Otra falsificación clamorosa, tendente a sobredimensionar el papel de María ante un pueblo tan piadoso como desinformado, es la que lleva a cabo la Iglesia mediante la traducción del relato de la escena tenida lugar al pie de la cruz, con Jesús agonizante. Empeñada en situar a María como madre y protectora de todos los cristianos, traduce el pasaje (Jn, 19, 25 y ss.) de la siguiente manera: “Estaban junto a la cruz de Jesús su madre y la hermana de su madre, María la de Cleofás y María Magdalena. Jesús, viendo a SU madre y al discípulo a quien amaba, que estaba allí, dijo a SU madre: mujer, he ahí a tu hijo. Luego dijo al discípulo: he ahí a tu madre. Y desde aquella hora el discípulo la recibió en su casa.
Pues bien, esta traducción no es que sea incorrecta, es que está falseada adrede (debo la advertencia a mi amigo el teólogo laico Rafael Hereza). Una falsedad de mucho bulto que teólogos y exegetas se han tragado y han hecho tragar a millones de personas. El evangelista, en el texto griego, no dice que Jesús se dirigiera a SU madre. Dice que se dirigió a LA madre (ten metera y te metri). “Viendo Jesús a LA madre y al discípulo a quien amaba, que estaba allí, dijo a LA madre… La interpretación de esta verdadera traducción que ha hecho el mentado Hereza en su libro El desvelamiento de la Revelación me la guardo por el momento No es de este artículo.
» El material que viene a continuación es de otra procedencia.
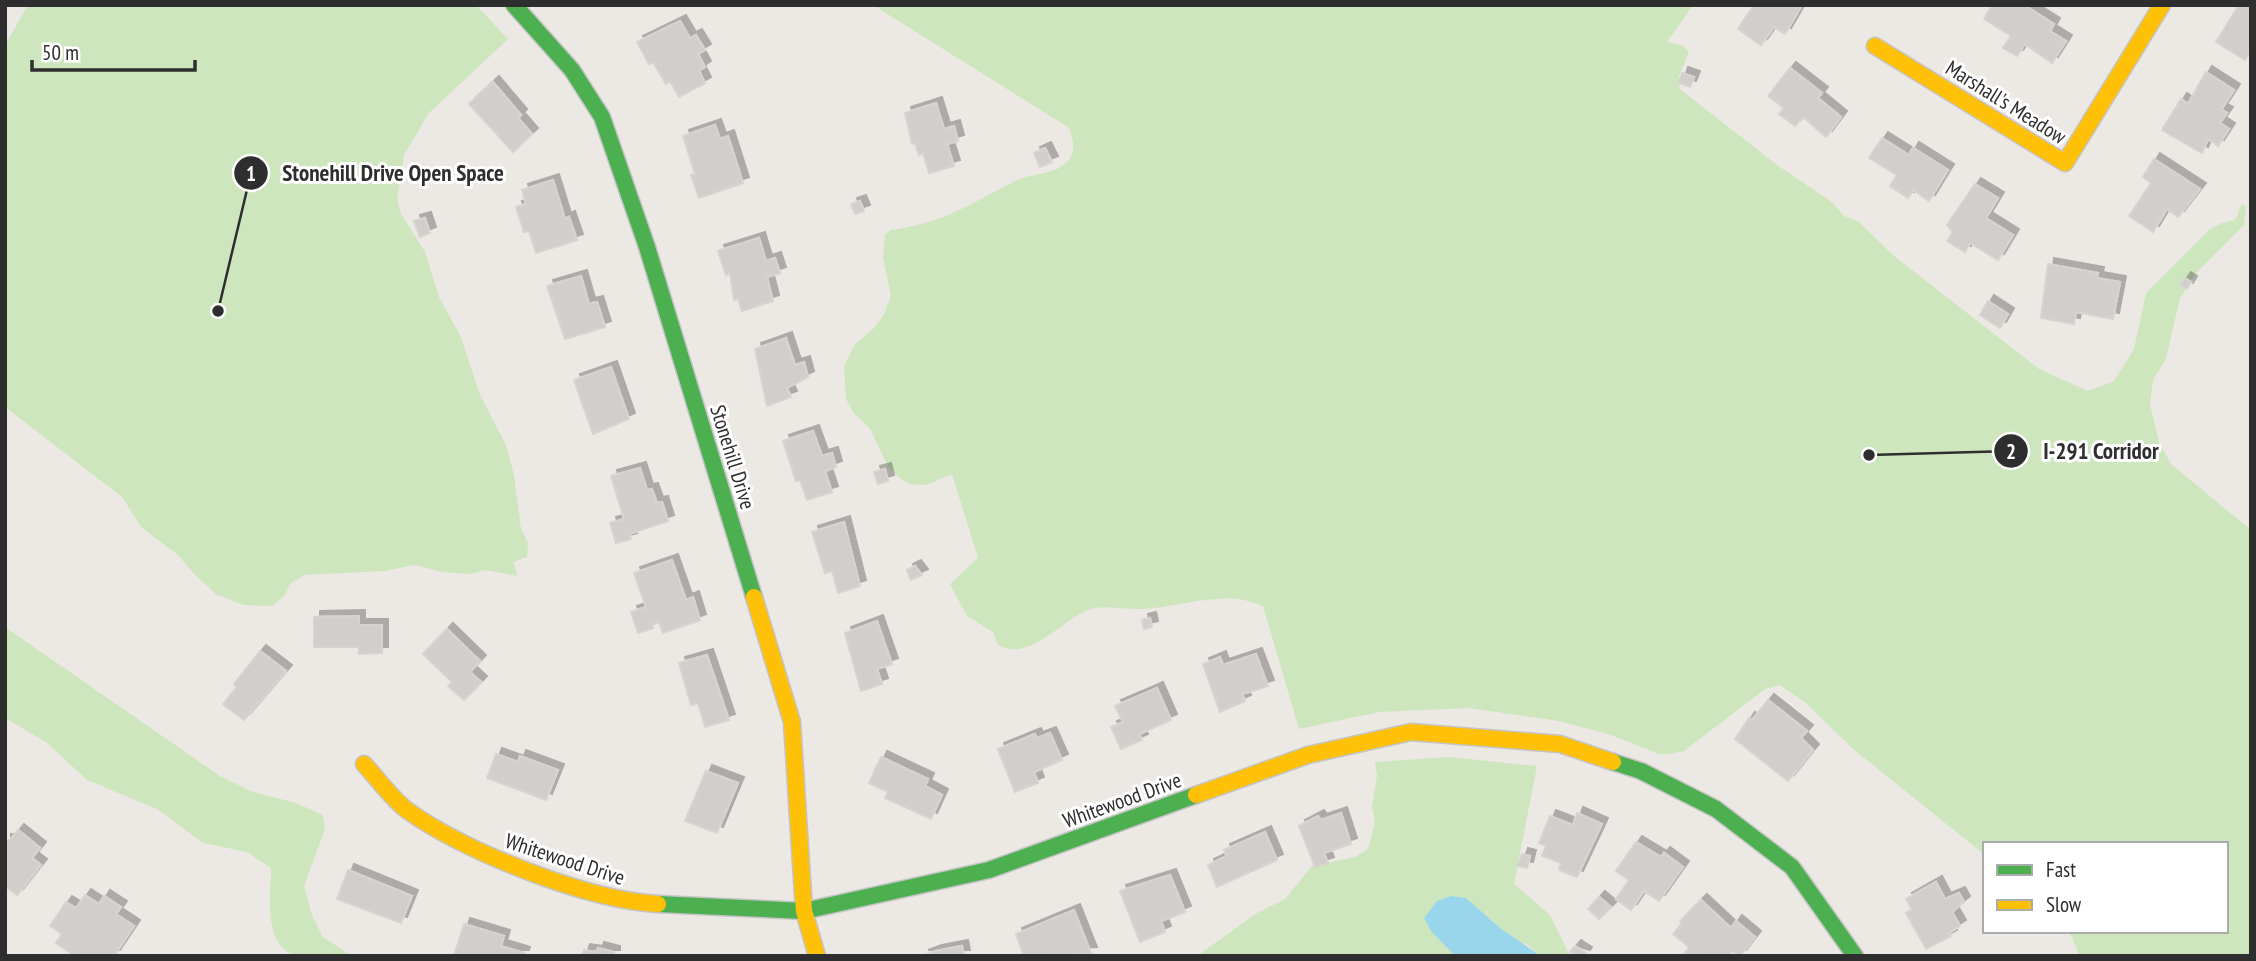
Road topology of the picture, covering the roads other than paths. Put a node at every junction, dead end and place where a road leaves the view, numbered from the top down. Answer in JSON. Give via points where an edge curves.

Ahora sólo apunto que, sea quien sea LA madre, no puede ser la madre de Jesús, sino a la madre del discípulo, quien, por otra parte, es el que recibe, no la mujer, lo que invalida en cualquier caso el simbolismo que se pretende. Es a esta pareja, a la que exegetas perfectamente ortodoxos como Juan Mateo y Juan Barreto denominan “la pareja primera de la Nueva Alianza (el Discípulo Amado y LA madre) a la que se encomienda velar por los cristianos posteriores.
Pero si ya es difícil admitir que María fuese virgen, a la luz de los propios textos de doctrina católica, más difícil aún resulta aceptarlo si se tiene en cuenta la sólida y no poco fundamentada tradición, en buena parte documentada, que afirma que Jesús no sólo no era hijo de una virgen, sino que era hijo ilegítimo. Y antes de seguir quiero llamar la atención sobre un detalle: los escritores católicos sólo apoyan sus afirmaciones en los textos que han sido puestos en el canon por el magisterio y los presentan como expositores únicos de la verdad. Fuera de ellos, no consideran atendible ninguna afirmación o suceso. Pero el cristianismo, además de una religión, es un hecho histórico, está incurso en la historia profana, y nadie puede impedir a un historiador de fuera de la Iglesia (o de dentro) que lo complete o corrija mediante la literatura intertestamentaria, los libros paganos o libros judíos como el Talmud. Para ser admitido como histórico, por tanto, como realmente sucedido, un hecho no tiene por qué constar forzosamente en un texto canonizado. La historia es ajena a las versiones interesadas de las religiones.
El primero que apunta a que el nacimiento de Jesús fue irregular es el propio evangelista Marcos (el más antiguo de los sinópticos), que le llama Jesús ben Miriam, Jesús hijo de María, lo que, en el lenguaje de la época, quería decir sin la menor reserva hijo de padre desconocido, hijo de soltera.
El Talmud y otros libros rabínicos llaman a Jesús, Jesús Ben Panthera (hijo de Panthera), un legionario romano. Y esto, sin la precisión del nombre, tiene igualmente su reflejo en el evangelio. En efecto, al inequívoco versículo de Marcos, ya citado, hay que añadir otro del Cuarto Evangelista (Jn 8, 41). En él, los judíos, en plena polémica con Jesús, le echan en cara su ilegitimidad: “nosotros no somos hijos ilegítimos”, que los diversos traductores de la Biblia traducen de distintas maneras: por ejemplo, Nacar Colunga: “nosotros no somos nacidos de fornicación”¸ la Biblia de Jerusalén: “nosotros no hemos nacido de la prostitución”.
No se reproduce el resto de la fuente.